The European Central Bank has indicated it is preparing to cut its crisis-era stimulus programme faster than anticipated, joining monetary policymakers in most developed economies in expressing increased confidence in the global economic recovery.
The signal, contained in minutes of the ECB’s December rate-setting meeting published on Thursday, came just days after the Bank of Japan sent a similar message by disclosing it had purchased fewer bonds than investors had expected as part of its quantitative easing efforts.
The ECB’s language was characteristically subtle; instead of discussing the eurozone’s continued “recovery”, it referred to the bloc’s “expansion”. But the change of wording was enough to send the euro rallying nearly 1 per cent against the dollar and German bond yields rose to near two-year highs.

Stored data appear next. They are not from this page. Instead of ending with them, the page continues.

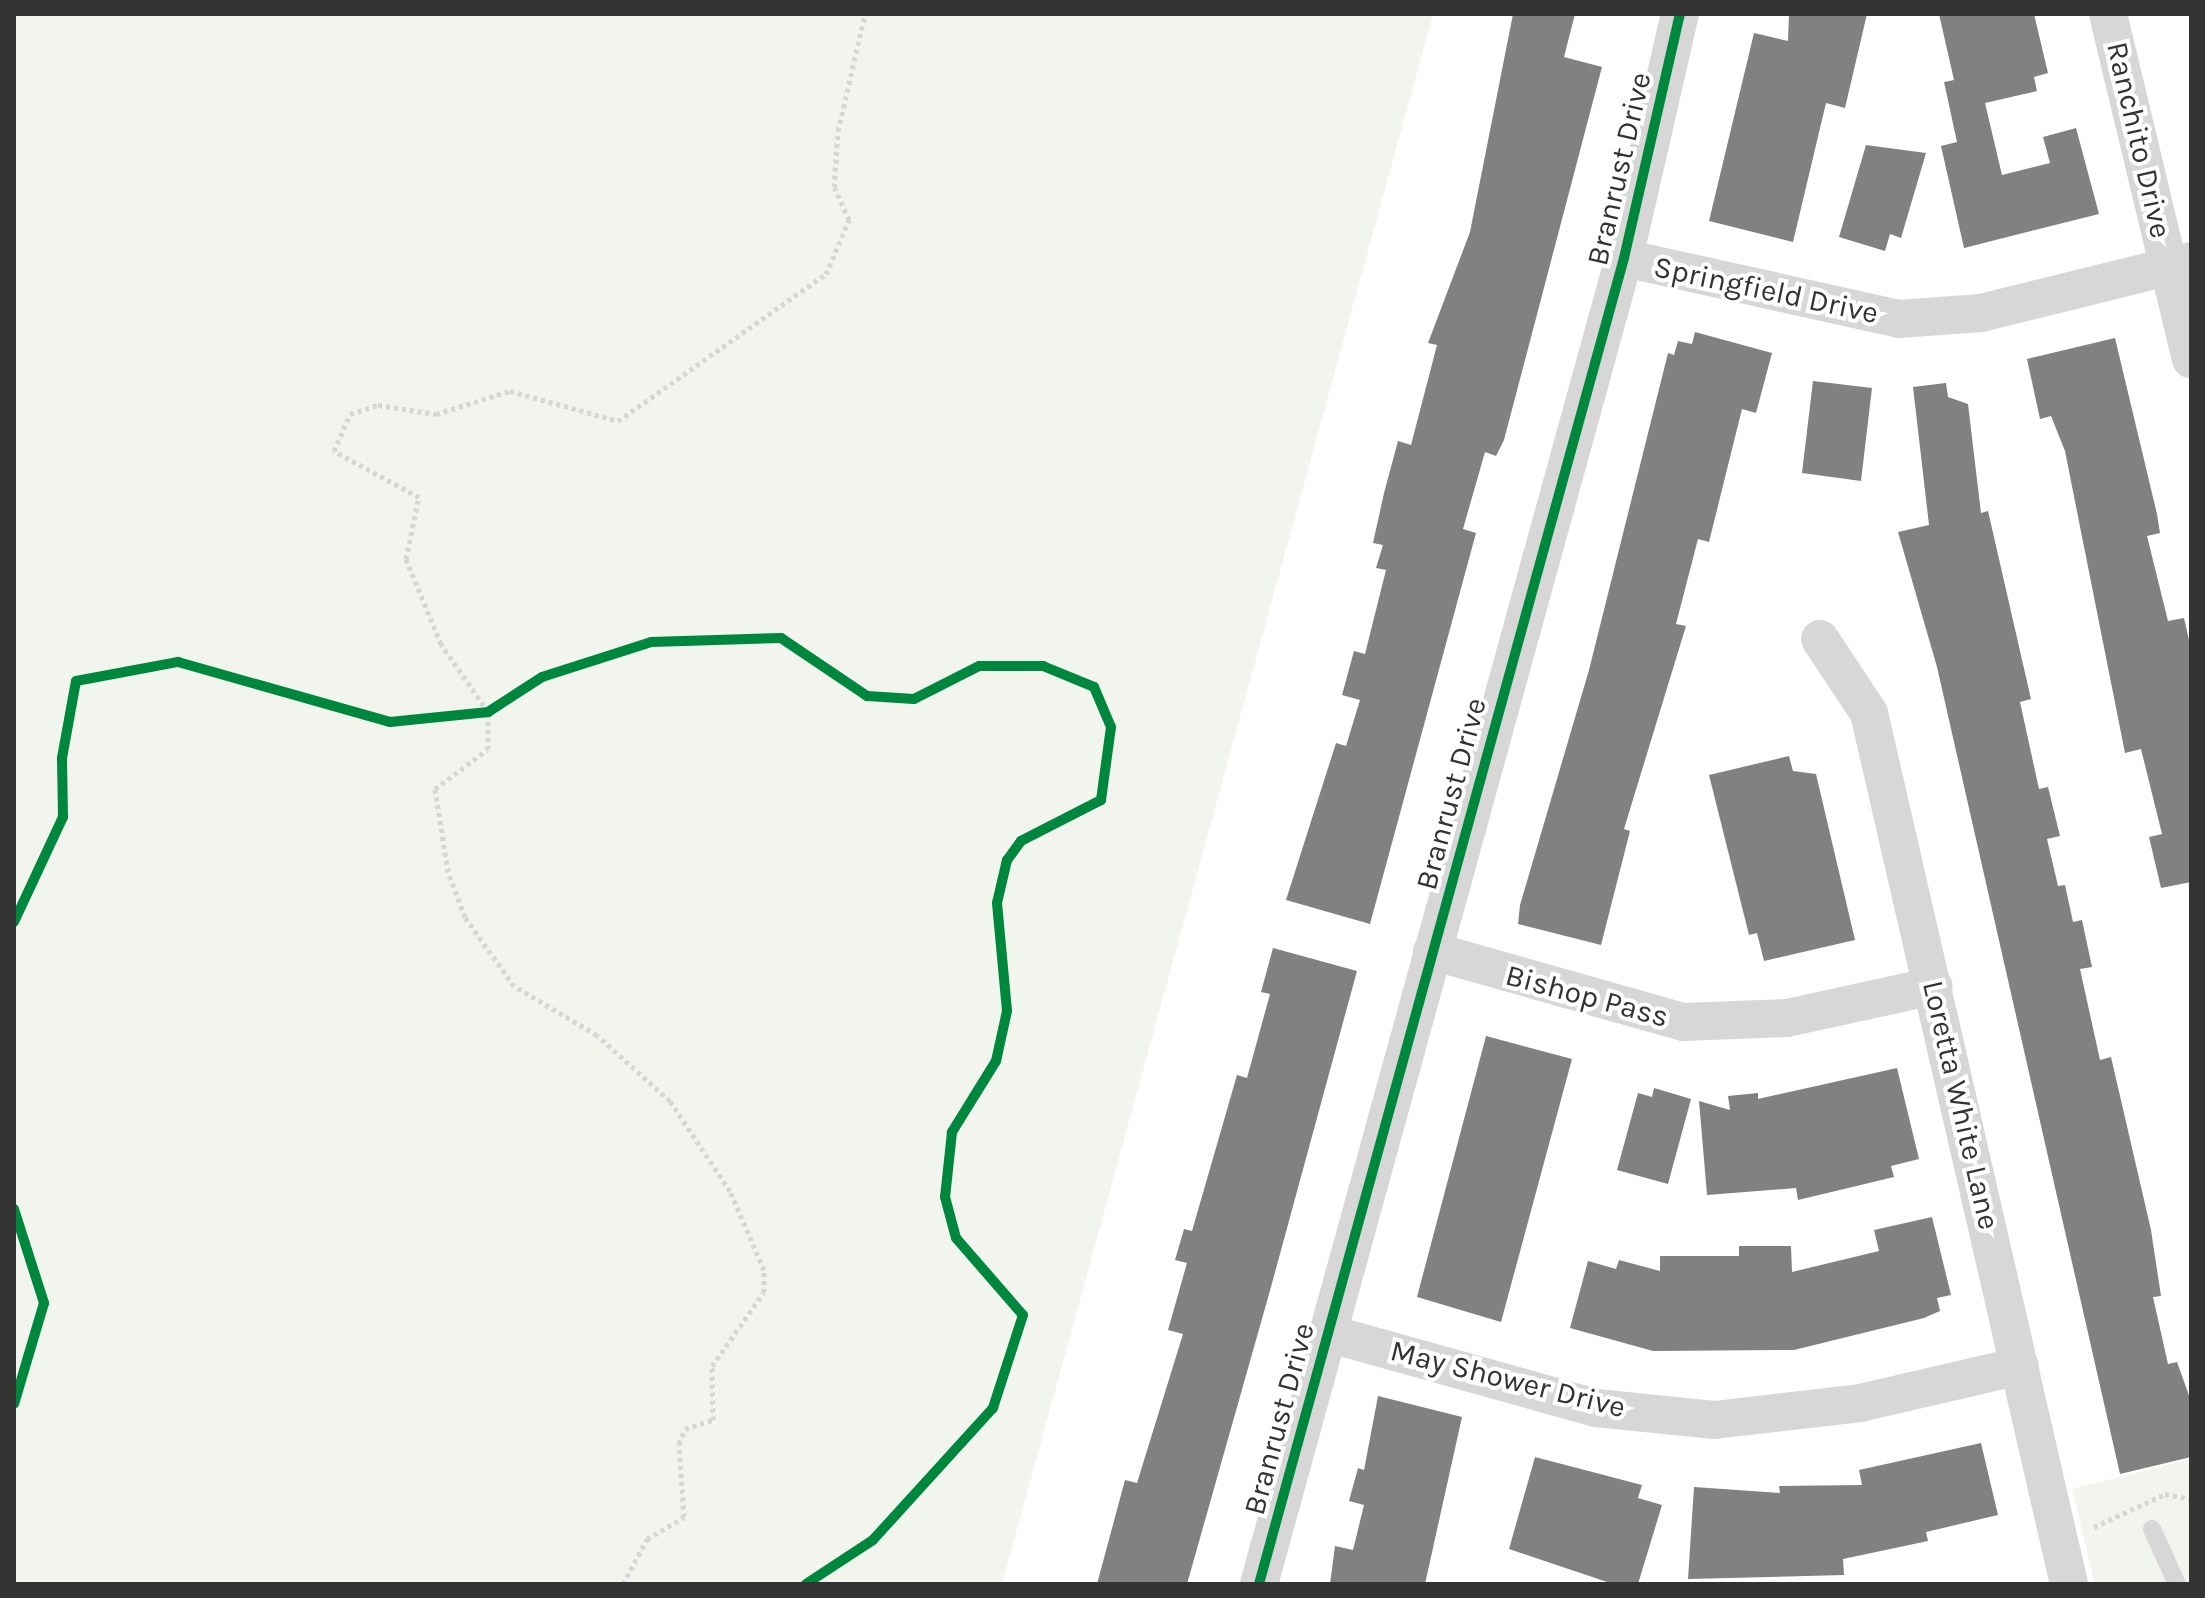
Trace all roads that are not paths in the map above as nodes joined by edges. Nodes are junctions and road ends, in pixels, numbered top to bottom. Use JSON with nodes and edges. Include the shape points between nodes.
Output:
{"nodes":[{"id":1,"x":1680,"y":14,"type":"edge"},
{"id":2,"x":2108,"y":14,"type":"edge"},
{"id":3,"x":1624,"y":258,"type":"junction"},
{"id":4,"x":2180,"y":264,"type":"edge"},
{"id":5,"x":2191,"y":359,"type":"edge"},
{"id":6,"x":1820,"y":639,"type":"dead end"},
{"id":7,"x":1432,"y":951,"type":"junction"},
{"id":8,"x":1934,"y":986,"type":"junction"},
{"id":9,"x":1327,"y":1333,"type":"junction"},
{"id":10,"x":2020,"y":1366,"type":"junction"},
{"id":11,"x":2152,"y":1529,"type":"dead end"},
{"id":12,"x":1259,"y":1584,"type":"edge"},
{"id":13,"x":2069,"y":1584,"type":"edge"},
{"id":14,"x":2177,"y":1584,"type":"edge"}],
"edges":[{"from":1,"to":3,"type":"street","name":"Branrust Drive"},
{"from":2,"to":4,"type":"street","name":"Ranchito Drive"},
{"from":3,"to":4,"type":"street","name":"Springfield Drive","via":[[1899,319],[1981,313]]},
{"from":3,"to":7,"type":"street","name":"Branrust Drive"},
{"from":4,"to":5,"type":"street","name":"Ranchito Drive"},
{"from":6,"to":8,"type":"street","name":"Loretta White Lane","via":[[1869,713]]},
{"from":7,"to":8,"type":"street","name":"Bishop Pass","via":[[1683,1022],[1787,1018]]},
{"from":7,"to":9,"type":"street","name":"Branrust Drive"},
{"from":8,"to":10,"type":"street","name":"Loretta White Lane"},
{"from":9,"to":10,"type":"street","name":"May Shower Drive","via":[[1596,1408],[1714,1420],[1860,1403]]},
{"from":9,"to":12,"type":"street","name":"Branrust Drive"},
{"from":10,"to":13,"type":"street","name":"Loretta White Lane"},
{"from":11,"to":14,"type":"lane"}]}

Mario Draghi, the ECB chief, set the bank’s current slow path of tapering its stimulus programme in October, when he announced he would cut bond buying in half to €30bn each month until September. Mr Draghi also vowed to hold borrowing costs at their current record lows until well after the ECB ends its bond buying. The bank has bought a total of €2.3tn of bonds since starting QE in early 2015.

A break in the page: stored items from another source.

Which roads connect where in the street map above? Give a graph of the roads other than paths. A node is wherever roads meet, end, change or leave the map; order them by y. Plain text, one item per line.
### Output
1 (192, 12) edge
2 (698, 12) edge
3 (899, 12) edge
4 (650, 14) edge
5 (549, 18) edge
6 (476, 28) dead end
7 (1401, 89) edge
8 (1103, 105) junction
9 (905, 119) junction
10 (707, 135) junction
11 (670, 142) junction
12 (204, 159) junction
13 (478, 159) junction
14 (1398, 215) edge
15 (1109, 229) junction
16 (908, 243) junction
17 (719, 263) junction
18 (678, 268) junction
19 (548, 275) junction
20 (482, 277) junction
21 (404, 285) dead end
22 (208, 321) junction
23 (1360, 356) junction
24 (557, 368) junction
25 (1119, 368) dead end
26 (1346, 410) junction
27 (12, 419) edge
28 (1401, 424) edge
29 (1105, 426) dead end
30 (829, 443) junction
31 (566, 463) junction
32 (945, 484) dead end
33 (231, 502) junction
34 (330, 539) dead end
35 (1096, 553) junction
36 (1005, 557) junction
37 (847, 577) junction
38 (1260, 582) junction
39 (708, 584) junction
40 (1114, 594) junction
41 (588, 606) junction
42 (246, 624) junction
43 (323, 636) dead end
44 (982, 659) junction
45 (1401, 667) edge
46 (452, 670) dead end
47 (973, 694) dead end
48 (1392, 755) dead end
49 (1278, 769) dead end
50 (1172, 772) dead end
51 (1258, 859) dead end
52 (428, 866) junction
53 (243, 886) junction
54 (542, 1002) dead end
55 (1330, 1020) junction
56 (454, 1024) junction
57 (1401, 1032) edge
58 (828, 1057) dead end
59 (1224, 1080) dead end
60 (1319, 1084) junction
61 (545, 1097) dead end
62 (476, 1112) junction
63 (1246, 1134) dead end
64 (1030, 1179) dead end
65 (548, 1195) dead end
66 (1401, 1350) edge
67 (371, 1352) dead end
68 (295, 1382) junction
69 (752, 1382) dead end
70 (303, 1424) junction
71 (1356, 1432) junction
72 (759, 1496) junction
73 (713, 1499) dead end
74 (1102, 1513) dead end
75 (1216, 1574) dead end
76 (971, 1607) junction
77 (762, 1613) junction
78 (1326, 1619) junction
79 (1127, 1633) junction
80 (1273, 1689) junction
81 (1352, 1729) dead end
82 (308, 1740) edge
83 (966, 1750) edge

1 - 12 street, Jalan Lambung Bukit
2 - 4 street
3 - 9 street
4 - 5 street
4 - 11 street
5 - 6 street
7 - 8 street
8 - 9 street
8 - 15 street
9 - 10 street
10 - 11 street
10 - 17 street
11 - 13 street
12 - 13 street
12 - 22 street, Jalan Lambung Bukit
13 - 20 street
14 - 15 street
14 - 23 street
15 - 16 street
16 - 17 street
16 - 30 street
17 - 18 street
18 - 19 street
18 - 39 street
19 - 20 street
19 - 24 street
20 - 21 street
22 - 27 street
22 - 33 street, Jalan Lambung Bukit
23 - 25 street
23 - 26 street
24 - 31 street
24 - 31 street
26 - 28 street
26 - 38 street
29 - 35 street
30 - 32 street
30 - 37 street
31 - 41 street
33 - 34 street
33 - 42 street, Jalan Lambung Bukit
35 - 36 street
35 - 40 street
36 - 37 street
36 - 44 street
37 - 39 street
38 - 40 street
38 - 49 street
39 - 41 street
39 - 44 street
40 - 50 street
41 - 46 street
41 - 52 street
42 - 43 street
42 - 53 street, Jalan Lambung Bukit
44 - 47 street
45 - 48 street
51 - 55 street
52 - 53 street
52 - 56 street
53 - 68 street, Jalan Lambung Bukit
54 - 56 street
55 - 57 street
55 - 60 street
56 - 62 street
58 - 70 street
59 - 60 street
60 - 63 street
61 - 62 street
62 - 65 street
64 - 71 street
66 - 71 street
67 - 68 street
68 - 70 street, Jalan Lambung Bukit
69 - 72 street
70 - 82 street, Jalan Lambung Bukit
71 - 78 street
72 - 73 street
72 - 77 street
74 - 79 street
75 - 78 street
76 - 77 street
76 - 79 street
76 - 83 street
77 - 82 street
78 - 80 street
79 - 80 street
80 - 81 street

But the minutes of the December 14 meeting showed Mr Draghi’s governing council was already reconsidering how the eurozone’s “continued robust and increasingly self-sustaining economic expansion” should weigh on its decision-making, saying the ECB should better communicate its confidence in the region’s growth.
“Looking ahead, the view was widely shared among members that the governing council’s communication would need to evolve gradually,” the account said. “The language pertaining to various dimensions of the monetary policy stance and forward guidance could be revisited early in the coming year.”
At the December meeting, the ECB’s staff upgraded its forecasts for growth to 2.4 per cent in 2017 and 2.3 per cent in 2018 — the most significant in the history of the bank’s quarterly projections. Households and businesses in the region are expected to keep spending, which investment activity is also forecast to pick up.
Most ECB watchers still think QE will continue until September, but expectations of purchases continuing beyond that are diminishing.
Like the ECB, the Bank of England and the US Federal Reserve have said they expect to tighten their ultra-loose money policies in 2018 in the face of strengthening economic indicators, with the Fed saying it is likely to raise rates three times.
However, some Fed officials have hardened their calls for higher rates in the light of the recently-passed Republican tax cut. Robert Kaplan, head of the Dallas Fed, said this week policymakers needed to be wary of the “risk of overheating” following passage of the Donald Trump-backed overhaul.
Both the US and the eurozone economies have entered 2018 growing at pre-crisis levels. The ECB’s 25-member governing council “expressed confidence that the euro area economic recovery had now moved into expansionary territory”.
The minutes said the much discussed “output gap” — between where growth now is and where it would be were the economy operating at its full capacity — would close “in the near future, earlier than previously projected”.
While the ECB staff projections showed inflation, at 1.7 per cent, remaining under the ECB’s target of just below 2 per cent in 2020, policymakers were confident that price pressures would return.
The expansion meant “it was seen as very likely that capacity constraints would become increasingly binding and lead to higher price pressures. It was also remarked that the positive feedback loop between economic growth and price increases could, once more firmly established, operate more rapidly than expected.”